A Novel Remote Sensing-Based Modeling Approach for Maize Light Extinction Coefficient Determination

Abstract

This study focused on developing a novel semi-empirical model for maize’s light extinction coefficient (kp) by integrating multiple remotely sensed vegetation features from several different remote sensing platforms. The proposed kp model’s performance was independently evaluated using Campbell’s (1986) original and simplified kp approaches. The Limited Irrigation Research Farm (LIRF) in Greeley, Colorado, and the Irrigation Innovation Consortium (IIC) in Fort Collins, Colorado, USA, served as experimental sites for developing and evaluating the novel maize kp model.
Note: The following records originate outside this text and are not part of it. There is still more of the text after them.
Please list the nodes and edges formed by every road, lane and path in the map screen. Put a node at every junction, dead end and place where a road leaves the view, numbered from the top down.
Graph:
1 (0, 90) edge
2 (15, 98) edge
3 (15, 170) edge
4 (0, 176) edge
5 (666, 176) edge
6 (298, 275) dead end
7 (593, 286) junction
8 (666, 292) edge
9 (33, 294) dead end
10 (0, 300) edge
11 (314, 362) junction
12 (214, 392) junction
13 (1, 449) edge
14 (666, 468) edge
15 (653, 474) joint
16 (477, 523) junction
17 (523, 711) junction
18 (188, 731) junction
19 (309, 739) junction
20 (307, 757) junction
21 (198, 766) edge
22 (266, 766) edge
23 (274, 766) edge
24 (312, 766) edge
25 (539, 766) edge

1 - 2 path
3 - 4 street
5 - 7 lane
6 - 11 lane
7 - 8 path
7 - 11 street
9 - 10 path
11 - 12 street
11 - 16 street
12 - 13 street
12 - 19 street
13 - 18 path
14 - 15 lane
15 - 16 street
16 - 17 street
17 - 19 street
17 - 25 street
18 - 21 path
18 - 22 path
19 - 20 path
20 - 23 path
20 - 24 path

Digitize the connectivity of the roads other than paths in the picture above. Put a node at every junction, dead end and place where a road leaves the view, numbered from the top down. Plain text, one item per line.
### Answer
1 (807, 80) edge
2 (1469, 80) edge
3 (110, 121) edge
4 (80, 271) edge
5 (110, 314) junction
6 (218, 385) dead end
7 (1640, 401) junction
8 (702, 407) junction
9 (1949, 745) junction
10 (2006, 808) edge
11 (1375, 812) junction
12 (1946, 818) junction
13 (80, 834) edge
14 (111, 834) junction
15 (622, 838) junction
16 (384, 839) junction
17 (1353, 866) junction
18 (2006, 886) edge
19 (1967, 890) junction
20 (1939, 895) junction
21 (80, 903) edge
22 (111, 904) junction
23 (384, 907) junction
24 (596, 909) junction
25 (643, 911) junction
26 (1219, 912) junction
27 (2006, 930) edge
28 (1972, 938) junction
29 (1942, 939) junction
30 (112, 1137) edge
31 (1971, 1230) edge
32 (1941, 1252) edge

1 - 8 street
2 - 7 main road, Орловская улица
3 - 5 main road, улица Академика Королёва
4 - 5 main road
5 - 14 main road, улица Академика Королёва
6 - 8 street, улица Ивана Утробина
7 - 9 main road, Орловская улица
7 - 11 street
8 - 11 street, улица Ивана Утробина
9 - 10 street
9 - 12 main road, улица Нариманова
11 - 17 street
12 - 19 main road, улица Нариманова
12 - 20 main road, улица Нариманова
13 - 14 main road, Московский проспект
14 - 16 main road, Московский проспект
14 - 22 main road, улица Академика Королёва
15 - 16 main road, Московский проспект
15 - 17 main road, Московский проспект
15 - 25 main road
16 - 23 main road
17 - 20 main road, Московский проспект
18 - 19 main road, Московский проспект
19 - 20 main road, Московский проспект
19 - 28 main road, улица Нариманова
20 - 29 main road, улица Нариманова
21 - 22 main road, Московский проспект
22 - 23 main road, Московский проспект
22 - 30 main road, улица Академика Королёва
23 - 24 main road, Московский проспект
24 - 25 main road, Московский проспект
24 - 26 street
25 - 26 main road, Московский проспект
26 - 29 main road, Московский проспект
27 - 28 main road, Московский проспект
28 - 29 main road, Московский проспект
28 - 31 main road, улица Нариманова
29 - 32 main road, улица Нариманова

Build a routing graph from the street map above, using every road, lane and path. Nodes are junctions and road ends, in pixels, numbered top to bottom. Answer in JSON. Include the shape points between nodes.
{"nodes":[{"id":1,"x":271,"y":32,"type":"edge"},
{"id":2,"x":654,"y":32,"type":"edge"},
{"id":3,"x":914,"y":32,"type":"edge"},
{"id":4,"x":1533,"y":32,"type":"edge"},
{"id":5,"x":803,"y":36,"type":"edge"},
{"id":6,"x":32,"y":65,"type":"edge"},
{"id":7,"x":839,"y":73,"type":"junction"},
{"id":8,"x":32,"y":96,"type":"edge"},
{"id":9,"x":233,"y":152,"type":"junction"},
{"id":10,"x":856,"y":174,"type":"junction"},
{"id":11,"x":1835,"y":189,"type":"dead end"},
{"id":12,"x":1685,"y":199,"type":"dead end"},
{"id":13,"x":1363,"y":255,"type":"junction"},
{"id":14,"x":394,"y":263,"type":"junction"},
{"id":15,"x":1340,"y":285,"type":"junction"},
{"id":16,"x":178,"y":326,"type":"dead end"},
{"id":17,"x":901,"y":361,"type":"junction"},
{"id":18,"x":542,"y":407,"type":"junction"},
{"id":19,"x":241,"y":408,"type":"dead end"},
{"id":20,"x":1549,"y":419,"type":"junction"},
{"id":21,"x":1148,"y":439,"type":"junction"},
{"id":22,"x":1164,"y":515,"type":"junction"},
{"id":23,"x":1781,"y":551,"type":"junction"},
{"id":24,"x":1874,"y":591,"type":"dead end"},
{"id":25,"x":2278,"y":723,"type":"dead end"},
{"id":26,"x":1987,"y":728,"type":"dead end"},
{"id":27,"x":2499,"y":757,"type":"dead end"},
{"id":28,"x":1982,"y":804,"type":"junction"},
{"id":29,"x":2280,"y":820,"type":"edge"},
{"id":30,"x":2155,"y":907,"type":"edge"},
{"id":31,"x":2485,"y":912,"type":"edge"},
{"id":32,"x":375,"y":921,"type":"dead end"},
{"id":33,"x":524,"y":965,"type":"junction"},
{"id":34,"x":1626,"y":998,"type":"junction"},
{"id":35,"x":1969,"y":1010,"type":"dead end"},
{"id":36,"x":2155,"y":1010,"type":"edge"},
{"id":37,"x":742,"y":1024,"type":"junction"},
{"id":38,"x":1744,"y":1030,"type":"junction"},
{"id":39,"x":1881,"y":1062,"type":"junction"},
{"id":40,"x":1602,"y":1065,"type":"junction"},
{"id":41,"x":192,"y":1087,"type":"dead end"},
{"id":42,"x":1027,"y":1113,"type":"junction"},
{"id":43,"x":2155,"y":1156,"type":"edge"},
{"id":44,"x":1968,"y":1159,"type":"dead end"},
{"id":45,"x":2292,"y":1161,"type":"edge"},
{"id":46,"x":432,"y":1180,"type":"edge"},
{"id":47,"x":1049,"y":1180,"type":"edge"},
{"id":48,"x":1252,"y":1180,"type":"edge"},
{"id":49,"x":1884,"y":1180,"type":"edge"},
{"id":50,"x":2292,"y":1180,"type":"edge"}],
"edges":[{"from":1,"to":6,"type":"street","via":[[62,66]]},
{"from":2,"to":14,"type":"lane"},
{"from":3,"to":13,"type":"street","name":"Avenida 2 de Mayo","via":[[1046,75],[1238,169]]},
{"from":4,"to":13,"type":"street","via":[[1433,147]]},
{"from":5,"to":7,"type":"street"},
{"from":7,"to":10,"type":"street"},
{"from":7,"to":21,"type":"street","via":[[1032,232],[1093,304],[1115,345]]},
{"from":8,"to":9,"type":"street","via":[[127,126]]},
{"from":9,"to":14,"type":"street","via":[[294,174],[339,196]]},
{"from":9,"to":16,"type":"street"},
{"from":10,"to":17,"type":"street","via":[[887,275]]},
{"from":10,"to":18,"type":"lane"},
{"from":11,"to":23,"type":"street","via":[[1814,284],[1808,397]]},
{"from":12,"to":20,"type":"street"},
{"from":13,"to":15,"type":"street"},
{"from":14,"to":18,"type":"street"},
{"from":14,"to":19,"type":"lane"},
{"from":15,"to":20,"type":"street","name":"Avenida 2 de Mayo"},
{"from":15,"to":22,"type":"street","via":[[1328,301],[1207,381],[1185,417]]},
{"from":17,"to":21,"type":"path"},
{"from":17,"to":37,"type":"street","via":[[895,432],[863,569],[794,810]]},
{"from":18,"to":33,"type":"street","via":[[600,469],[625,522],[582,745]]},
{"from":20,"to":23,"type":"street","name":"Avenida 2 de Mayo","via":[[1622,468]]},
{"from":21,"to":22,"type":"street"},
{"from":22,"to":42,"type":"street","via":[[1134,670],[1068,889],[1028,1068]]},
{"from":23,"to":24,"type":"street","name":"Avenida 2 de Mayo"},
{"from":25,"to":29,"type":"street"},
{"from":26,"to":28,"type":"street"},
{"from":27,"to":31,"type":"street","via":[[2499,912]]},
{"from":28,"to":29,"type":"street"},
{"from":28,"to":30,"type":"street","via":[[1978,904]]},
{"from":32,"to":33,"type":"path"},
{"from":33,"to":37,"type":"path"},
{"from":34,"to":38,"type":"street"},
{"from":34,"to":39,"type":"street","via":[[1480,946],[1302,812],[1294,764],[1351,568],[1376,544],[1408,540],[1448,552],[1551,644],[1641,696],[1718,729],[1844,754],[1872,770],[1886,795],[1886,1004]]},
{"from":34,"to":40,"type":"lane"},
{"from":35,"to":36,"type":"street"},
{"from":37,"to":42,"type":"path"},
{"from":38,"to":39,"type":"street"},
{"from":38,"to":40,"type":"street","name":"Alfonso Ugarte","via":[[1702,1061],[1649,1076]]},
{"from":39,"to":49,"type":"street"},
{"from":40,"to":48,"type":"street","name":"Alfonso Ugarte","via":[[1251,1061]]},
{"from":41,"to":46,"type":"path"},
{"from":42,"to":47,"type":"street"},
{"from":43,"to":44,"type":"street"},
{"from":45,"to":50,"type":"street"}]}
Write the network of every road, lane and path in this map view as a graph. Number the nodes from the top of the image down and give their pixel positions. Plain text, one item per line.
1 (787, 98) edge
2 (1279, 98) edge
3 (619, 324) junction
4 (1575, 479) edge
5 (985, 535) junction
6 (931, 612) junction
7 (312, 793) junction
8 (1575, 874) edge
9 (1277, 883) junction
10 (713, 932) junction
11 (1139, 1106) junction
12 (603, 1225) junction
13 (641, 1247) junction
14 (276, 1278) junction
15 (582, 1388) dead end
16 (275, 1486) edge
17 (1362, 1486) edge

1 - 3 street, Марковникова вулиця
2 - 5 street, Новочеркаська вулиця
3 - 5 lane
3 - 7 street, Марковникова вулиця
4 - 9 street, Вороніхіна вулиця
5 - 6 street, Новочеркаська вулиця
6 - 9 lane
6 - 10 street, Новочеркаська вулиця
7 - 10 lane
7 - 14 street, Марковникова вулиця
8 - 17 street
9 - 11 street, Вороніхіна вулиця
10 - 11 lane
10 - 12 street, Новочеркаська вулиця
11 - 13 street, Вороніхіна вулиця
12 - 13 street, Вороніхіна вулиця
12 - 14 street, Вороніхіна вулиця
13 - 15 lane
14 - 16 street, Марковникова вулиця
Data collection involved multiple remote sensing platforms, including Landsat-8, Sentinel-2, Planet CubeSat, a Multispectral Handheld Radiometer, and an unmanned aerial system (UAS). Ground measurements of leaf area index (LAI) and fractional vegetation canopy cover (fc) were included. The study evaluated the novel kp model through a comprehensive analysis using statistical error metrics and Sobol global sensitivity indices to assess the performance and sensitivity of the models developed for predicting maize kp. Results indicated that the novel kp model showed strong statistical regression fitting results with a coefficient of determination or R2 of 0.95. Individual remote sensor analysis confirmed consistent regression calibration results among Landsat-8, Sentinel-2, Planet CubeSat, the MSR, and UAS. A comparison with Campbell’s (1986) kp models reveals a 44% improvement in accuracy. A global sensitivity analysis identified the role of the normalized difference vegetation index (NDVI) as a critical input variable to predict kp across sensors, emphasizing the model’s robustness and potential practical environmental applications. Further research should address sensor-specific variations and expand the kp model’s applicability to a diverse set of environmental and microclimate conditions.